Nothing should be left out. Give all the data again exactly as written.

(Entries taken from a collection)
◇ ◇ ◇ ◇ ◇

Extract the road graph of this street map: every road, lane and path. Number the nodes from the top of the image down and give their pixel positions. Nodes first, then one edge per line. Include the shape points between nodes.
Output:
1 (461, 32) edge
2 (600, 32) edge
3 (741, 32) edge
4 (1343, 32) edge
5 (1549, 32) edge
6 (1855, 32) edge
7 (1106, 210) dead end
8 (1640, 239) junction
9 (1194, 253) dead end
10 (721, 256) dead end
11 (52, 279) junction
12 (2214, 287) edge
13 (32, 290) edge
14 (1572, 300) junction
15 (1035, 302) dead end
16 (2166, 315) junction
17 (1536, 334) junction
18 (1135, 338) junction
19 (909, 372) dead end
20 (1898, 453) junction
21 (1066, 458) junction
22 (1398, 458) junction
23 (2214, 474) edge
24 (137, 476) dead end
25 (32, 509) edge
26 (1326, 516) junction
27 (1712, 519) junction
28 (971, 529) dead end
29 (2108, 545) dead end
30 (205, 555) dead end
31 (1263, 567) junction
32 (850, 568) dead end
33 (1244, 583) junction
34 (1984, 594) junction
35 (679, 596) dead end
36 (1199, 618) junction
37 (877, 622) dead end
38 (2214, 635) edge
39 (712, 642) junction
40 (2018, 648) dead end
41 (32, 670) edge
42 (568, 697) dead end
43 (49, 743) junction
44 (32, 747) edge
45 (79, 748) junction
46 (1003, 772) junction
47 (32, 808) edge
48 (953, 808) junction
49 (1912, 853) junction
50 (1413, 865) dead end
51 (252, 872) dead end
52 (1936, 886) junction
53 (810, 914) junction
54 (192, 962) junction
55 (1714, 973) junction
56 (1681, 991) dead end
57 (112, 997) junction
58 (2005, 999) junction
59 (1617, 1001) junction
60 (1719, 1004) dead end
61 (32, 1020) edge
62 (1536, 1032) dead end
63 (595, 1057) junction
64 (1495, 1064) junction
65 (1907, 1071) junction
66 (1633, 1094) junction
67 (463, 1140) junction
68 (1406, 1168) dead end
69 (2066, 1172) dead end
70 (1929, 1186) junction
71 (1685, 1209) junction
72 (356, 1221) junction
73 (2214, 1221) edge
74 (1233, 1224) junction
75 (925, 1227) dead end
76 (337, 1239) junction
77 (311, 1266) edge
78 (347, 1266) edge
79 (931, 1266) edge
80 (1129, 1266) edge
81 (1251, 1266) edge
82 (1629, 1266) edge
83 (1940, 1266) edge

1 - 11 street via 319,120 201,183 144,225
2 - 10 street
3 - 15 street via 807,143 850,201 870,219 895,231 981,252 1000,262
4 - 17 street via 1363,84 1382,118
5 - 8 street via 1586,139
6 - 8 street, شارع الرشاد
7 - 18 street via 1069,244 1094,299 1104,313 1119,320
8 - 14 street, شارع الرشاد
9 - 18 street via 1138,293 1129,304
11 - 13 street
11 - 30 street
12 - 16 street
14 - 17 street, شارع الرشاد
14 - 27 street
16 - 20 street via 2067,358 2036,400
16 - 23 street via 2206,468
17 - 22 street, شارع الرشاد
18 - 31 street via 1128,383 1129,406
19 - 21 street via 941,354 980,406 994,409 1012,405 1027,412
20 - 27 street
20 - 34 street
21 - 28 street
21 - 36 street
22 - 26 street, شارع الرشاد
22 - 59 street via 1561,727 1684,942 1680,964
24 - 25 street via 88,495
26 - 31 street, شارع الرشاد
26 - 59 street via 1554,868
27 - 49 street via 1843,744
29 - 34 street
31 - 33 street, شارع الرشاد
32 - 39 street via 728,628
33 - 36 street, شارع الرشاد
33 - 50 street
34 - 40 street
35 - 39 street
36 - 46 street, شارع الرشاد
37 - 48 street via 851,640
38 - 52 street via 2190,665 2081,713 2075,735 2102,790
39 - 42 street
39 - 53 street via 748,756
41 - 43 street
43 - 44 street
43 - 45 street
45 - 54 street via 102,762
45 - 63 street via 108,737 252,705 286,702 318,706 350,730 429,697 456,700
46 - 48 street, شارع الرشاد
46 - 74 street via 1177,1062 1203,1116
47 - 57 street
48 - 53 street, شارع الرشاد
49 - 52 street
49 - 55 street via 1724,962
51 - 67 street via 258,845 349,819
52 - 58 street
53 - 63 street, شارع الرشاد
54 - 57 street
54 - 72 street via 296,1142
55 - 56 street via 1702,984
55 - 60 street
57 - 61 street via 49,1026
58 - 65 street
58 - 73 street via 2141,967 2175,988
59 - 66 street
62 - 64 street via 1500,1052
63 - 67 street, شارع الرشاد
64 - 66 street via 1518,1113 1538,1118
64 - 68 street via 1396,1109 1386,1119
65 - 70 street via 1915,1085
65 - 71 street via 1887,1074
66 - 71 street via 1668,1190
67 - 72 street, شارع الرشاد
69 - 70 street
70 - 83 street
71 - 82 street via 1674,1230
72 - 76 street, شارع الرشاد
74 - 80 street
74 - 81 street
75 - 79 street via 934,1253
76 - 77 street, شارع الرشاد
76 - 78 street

◇ ◇ ◇ ◇ ◇

◆ THE COMPLETED TASK ◆
Extract the road graph of this street map: every road, lane and path. Number the nodes from the top of the image down and give their pixel positions. Nodes first, then one edge per line. Include the shape points between nodes.
Output:
1 (461, 32) edge
2 (600, 32) edge
3 (741, 32) edge
4 (1343, 32) edge
5 (1549, 32) edge
6 (1855, 32) edge
7 (1106, 210) dead end
8 (1640, 239) junction
9 (1194, 253) dead end
10 (721, 256) dead end
11 (52, 279) junction
12 (2214, 287) edge
13 (32, 290) edge
14 (1572, 300) junction
15 (1035, 302) dead end
16 (2166, 315) junction
17 (1536, 334) junction
18 (1135, 338) junction
19 (909, 372) dead end
20 (1898, 453) junction
21 (1066, 458) junction
22 (1398, 458) junction
23 (2214, 474) edge
24 (137, 476) dead end
25 (32, 509) edge
26 (1326, 516) junction
27 (1712, 519) junction
28 (971, 529) dead end
29 (2108, 545) dead end
30 (205, 555) dead end
31 (1263, 567) junction
32 (850, 568) dead end
33 (1244, 583) junction
34 (1984, 594) junction
35 (679, 596) dead end
36 (1199, 618) junction
37 (877, 622) dead end
38 (2214, 635) edge
39 (712, 642) junction
40 (2018, 648) dead end
41 (32, 670) edge
42 (568, 697) dead end
43 (49, 743) junction
44 (32, 747) edge
45 (79, 748) junction
46 (1003, 772) junction
47 (32, 808) edge
48 (953, 808) junction
49 (1912, 853) junction
50 (1413, 865) dead end
51 (252, 872) dead end
52 (1936, 886) junction
53 (810, 914) junction
54 (192, 962) junction
55 (1714, 973) junction
56 (1681, 991) dead end
57 (112, 997) junction
58 (2005, 999) junction
59 (1617, 1001) junction
60 (1719, 1004) dead end
61 (32, 1020) edge
62 (1536, 1032) dead end
63 (595, 1057) junction
64 (1495, 1064) junction
65 (1907, 1071) junction
66 (1633, 1094) junction
67 (463, 1140) junction
68 (1406, 1168) dead end
69 (2066, 1172) dead end
70 (1929, 1186) junction
71 (1685, 1209) junction
72 (356, 1221) junction
73 (2214, 1221) edge
74 (1233, 1224) junction
75 (925, 1227) dead end
76 (337, 1239) junction
77 (311, 1266) edge
78 (347, 1266) edge
79 (931, 1266) edge
80 (1129, 1266) edge
81 (1251, 1266) edge
82 (1629, 1266) edge
83 (1940, 1266) edge

1 - 11 street via 319,120 201,183 144,225
2 - 10 street
3 - 15 street via 807,143 850,201 870,219 895,231 981,252 1000,262
4 - 17 street via 1363,84 1382,118
5 - 8 street via 1586,139
6 - 8 street, شارع الرشاد
7 - 18 street via 1069,244 1094,299 1104,313 1119,320
8 - 14 street, شارع الرشاد
9 - 18 street via 1138,293 1129,304
11 - 13 street
11 - 30 street
12 - 16 street
14 - 17 street, شارع الرشاد
14 - 27 street
16 - 20 street via 2067,358 2036,400
16 - 23 street via 2206,468
17 - 22 street, شارع الرشاد
18 - 31 street via 1128,383 1129,406
19 - 21 street via 941,354 980,406 994,409 1012,405 1027,412
20 - 27 street
20 - 34 street
21 - 28 street
21 - 36 street
22 - 26 street, شارع الرشاد
22 - 59 street via 1561,727 1684,942 1680,964
24 - 25 street via 88,495
26 - 31 street, شارع الرشاد
26 - 59 street via 1554,868
27 - 49 street via 1843,744
29 - 34 street
31 - 33 street, شارع الرشاد
32 - 39 street via 728,628
33 - 36 street, شارع الرشاد
33 - 50 street
34 - 40 street
35 - 39 street
36 - 46 street, شارع الرشاد
37 - 48 street via 851,640
38 - 52 street via 2190,665 2081,713 2075,735 2102,790
39 - 42 street
39 - 53 street via 748,756
41 - 43 street
43 - 44 street
43 - 45 street
45 - 54 street via 102,762
45 - 63 street via 108,737 252,705 286,702 318,706 350,730 429,697 456,700
46 - 48 street, شارع الرشاد
46 - 74 street via 1177,1062 1203,1116
47 - 57 street
48 - 53 street, شارع الرشاد
49 - 52 street
49 - 55 street via 1724,962
51 - 67 street via 258,845 349,819
52 - 58 street
53 - 63 street, شارع الرشاد
54 - 57 street
54 - 72 street via 296,1142
55 - 56 street via 1702,984
55 - 60 street
57 - 61 street via 49,1026
58 - 65 street
58 - 73 street via 2141,967 2175,988
59 - 66 street
62 - 64 street via 1500,1052
63 - 67 street, شارع الرشاد
64 - 66 street via 1518,1113 1538,1118
64 - 68 street via 1396,1109 1386,1119
65 - 70 street via 1915,1085
65 - 71 street via 1887,1074
66 - 71 street via 1668,1190
67 - 72 street, شارع الرشاد
69 - 70 street
70 - 83 street
71 - 82 street via 1674,1230
72 - 76 street, شارع الرشاد
74 - 80 street
74 - 81 street
75 - 79 street via 934,1253
76 - 77 street, شارع الرشاد
76 - 78 street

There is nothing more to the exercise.